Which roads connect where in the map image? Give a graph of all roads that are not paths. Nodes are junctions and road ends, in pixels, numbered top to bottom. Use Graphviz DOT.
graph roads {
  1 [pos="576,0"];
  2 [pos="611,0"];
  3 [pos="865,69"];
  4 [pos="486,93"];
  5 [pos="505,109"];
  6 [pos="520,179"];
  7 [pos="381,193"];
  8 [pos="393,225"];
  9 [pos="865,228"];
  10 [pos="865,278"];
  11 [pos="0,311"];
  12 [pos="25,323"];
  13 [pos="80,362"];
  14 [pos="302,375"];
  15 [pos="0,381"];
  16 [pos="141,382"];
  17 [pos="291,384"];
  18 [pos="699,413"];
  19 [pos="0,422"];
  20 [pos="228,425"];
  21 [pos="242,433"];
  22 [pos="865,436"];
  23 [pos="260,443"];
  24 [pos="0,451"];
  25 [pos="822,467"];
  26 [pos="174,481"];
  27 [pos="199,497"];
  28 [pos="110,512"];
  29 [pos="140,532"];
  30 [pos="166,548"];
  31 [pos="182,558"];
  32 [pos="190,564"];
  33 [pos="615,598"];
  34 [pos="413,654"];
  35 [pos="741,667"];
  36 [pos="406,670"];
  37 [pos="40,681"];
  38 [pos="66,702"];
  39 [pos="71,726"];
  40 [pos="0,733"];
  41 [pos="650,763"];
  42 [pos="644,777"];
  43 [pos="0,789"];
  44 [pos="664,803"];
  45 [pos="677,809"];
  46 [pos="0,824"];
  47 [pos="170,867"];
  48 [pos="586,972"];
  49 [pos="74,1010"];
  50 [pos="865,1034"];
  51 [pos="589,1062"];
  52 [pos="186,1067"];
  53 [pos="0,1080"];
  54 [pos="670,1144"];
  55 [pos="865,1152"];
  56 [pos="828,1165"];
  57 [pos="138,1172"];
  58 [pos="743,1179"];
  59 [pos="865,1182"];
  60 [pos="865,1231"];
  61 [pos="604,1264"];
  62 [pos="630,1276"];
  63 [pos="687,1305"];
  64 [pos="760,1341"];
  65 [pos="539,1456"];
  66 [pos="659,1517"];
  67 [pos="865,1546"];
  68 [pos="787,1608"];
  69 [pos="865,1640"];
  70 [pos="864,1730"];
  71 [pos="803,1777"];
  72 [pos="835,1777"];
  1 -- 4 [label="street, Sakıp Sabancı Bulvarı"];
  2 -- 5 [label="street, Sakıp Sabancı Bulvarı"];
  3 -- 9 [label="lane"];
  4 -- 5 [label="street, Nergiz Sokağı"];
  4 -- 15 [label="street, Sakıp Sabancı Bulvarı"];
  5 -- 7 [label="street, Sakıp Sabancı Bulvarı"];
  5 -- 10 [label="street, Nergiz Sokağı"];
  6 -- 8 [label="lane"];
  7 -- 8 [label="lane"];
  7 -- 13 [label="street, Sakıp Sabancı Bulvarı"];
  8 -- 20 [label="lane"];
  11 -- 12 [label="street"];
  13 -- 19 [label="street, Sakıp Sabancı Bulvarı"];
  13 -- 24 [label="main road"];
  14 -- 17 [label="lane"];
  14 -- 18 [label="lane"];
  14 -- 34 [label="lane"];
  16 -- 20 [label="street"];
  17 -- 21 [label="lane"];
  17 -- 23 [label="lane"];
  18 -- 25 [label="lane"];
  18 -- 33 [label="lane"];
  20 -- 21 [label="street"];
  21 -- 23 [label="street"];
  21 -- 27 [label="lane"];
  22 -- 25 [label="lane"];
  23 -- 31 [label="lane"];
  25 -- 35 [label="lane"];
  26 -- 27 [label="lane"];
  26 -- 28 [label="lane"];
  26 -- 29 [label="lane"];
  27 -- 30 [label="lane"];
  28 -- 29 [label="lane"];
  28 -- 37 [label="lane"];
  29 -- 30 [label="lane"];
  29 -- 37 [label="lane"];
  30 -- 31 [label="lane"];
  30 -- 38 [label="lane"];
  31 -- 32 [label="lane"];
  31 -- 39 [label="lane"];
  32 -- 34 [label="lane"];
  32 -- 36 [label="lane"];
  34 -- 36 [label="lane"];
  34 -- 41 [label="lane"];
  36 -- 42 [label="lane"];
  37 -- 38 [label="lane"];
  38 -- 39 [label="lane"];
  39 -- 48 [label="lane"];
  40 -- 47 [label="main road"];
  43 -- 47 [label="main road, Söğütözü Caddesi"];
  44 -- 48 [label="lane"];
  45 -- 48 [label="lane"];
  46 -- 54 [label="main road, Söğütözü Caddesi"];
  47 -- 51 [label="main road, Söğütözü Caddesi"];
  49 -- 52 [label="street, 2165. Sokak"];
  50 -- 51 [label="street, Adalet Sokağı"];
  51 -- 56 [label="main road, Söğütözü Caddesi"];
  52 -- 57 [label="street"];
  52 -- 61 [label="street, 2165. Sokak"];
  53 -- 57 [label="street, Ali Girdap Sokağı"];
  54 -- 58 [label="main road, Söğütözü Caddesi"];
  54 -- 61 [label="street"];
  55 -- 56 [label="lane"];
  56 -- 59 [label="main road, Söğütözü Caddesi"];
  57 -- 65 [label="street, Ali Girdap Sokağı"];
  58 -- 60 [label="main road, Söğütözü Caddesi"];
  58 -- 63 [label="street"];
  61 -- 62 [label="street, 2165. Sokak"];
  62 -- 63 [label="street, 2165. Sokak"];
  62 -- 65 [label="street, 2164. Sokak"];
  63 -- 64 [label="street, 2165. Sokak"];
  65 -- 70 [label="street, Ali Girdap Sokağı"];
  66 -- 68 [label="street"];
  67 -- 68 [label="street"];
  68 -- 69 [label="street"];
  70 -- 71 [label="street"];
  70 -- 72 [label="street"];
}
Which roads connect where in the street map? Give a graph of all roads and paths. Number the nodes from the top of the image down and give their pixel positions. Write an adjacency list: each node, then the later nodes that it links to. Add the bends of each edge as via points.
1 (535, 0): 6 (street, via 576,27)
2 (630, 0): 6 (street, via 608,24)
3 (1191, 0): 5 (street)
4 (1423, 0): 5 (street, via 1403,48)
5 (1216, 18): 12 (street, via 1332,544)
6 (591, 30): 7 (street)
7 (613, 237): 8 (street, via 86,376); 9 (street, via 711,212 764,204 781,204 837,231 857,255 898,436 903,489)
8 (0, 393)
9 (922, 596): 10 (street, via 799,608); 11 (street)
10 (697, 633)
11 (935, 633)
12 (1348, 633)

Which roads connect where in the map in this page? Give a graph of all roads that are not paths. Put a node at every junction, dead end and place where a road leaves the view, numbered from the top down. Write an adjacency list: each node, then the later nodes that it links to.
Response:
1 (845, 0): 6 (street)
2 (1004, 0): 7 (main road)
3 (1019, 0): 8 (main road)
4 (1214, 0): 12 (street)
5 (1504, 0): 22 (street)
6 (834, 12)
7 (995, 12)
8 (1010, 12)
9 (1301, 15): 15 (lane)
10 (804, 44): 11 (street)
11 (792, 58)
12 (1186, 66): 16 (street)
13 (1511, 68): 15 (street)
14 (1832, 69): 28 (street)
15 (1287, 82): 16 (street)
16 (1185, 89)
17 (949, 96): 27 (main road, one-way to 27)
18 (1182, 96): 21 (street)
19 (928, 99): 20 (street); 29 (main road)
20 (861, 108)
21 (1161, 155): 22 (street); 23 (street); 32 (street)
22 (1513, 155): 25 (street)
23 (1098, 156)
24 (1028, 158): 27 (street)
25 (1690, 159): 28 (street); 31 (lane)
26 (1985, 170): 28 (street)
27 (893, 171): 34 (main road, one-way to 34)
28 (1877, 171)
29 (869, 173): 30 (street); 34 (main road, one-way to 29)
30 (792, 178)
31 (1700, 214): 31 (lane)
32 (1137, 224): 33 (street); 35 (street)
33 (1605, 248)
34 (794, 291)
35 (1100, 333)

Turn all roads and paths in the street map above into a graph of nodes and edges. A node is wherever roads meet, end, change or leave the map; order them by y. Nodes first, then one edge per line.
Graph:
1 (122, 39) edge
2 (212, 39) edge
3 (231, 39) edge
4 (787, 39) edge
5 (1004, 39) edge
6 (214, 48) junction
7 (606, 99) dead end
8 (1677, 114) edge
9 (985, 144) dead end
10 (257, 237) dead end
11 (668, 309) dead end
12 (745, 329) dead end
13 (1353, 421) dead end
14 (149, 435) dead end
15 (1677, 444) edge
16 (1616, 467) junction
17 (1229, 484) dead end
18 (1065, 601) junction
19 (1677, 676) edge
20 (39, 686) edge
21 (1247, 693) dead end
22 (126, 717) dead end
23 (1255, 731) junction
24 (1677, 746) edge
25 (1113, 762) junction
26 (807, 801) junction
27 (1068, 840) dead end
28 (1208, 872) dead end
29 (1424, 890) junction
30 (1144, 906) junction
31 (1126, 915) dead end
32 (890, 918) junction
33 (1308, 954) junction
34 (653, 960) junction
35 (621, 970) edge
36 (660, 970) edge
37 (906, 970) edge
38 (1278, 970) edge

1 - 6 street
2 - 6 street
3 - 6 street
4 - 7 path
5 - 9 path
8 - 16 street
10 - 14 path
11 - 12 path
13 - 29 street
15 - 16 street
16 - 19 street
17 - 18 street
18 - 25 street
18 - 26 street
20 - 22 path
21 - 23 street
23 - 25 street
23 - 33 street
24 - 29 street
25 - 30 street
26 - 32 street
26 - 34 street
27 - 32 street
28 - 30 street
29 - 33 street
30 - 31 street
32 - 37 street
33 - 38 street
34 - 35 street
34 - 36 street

TASK INSTRUCTIONS
Retype exactly the span of lines from the one with "Which roads connect where in the street" through the one with "Turn all roads"; include both ends and omit the rest of the material.

WRITTEN ANSWER
Which roads connect where in the street map? Give a graph of all roads and paths. Number the nodes from the top of the image down and give their pixel positions. Write an adjacency list: each node, then the later nodes that it links to. Add the bends of each edge as via points.
1 (535, 0): 6 (street, via 576,27)
2 (630, 0): 6 (street, via 608,24)
3 (1191, 0): 5 (street)
4 (1423, 0): 5 (street, via 1403,48)
5 (1216, 18): 12 (street, via 1332,544)
6 (591, 30): 7 (street)
7 (613, 237): 8 (street, via 86,376); 9 (street, via 711,212 764,204 781,204 837,231 857,255 898,436 903,489)
8 (0, 393)
9 (922, 596): 10 (street, via 799,608); 11 (street)
10 (697, 633)
11 (935, 633)
12 (1348, 633)

Which roads connect where in the map in this page? Give a graph of all roads that are not paths. Put a node at every junction, dead end and place where a road leaves the view, numbered from the top down. Write an adjacency list: each node, then the later nodes that it links to.
Response:
1 (845, 0): 6 (street)
2 (1004, 0): 7 (main road)
3 (1019, 0): 8 (main road)
4 (1214, 0): 12 (street)
5 (1504, 0): 22 (street)
6 (834, 12)
7 (995, 12)
8 (1010, 12)
9 (1301, 15): 15 (lane)
10 (804, 44): 11 (street)
11 (792, 58)
12 (1186, 66): 16 (street)
13 (1511, 68): 15 (street)
14 (1832, 69): 28 (street)
15 (1287, 82): 16 (street)
16 (1185, 89)
17 (949, 96): 27 (main road, one-way to 27)
18 (1182, 96): 21 (street)
19 (928, 99): 20 (street); 29 (main road)
20 (861, 108)
21 (1161, 155): 22 (street); 23 (street); 32 (street)
22 (1513, 155): 25 (street)
23 (1098, 156)
24 (1028, 158): 27 (street)
25 (1690, 159): 28 (street); 31 (lane)
26 (1985, 170): 28 (street)
27 (893, 171): 34 (main road, one-way to 34)
28 (1877, 171)
29 (869, 173): 30 (street); 34 (main road, one-way to 29)
30 (792, 178)
31 (1700, 214): 31 (lane)
32 (1137, 224): 33 (street); 35 (street)
33 (1605, 248)
34 (794, 291)
35 (1100, 333)

Turn all roads and paths in the street map above into a graph of nodes and edges. A node is wherever roads meet, end, change or leave the map; order them by y. Nodes first, then one edge per line.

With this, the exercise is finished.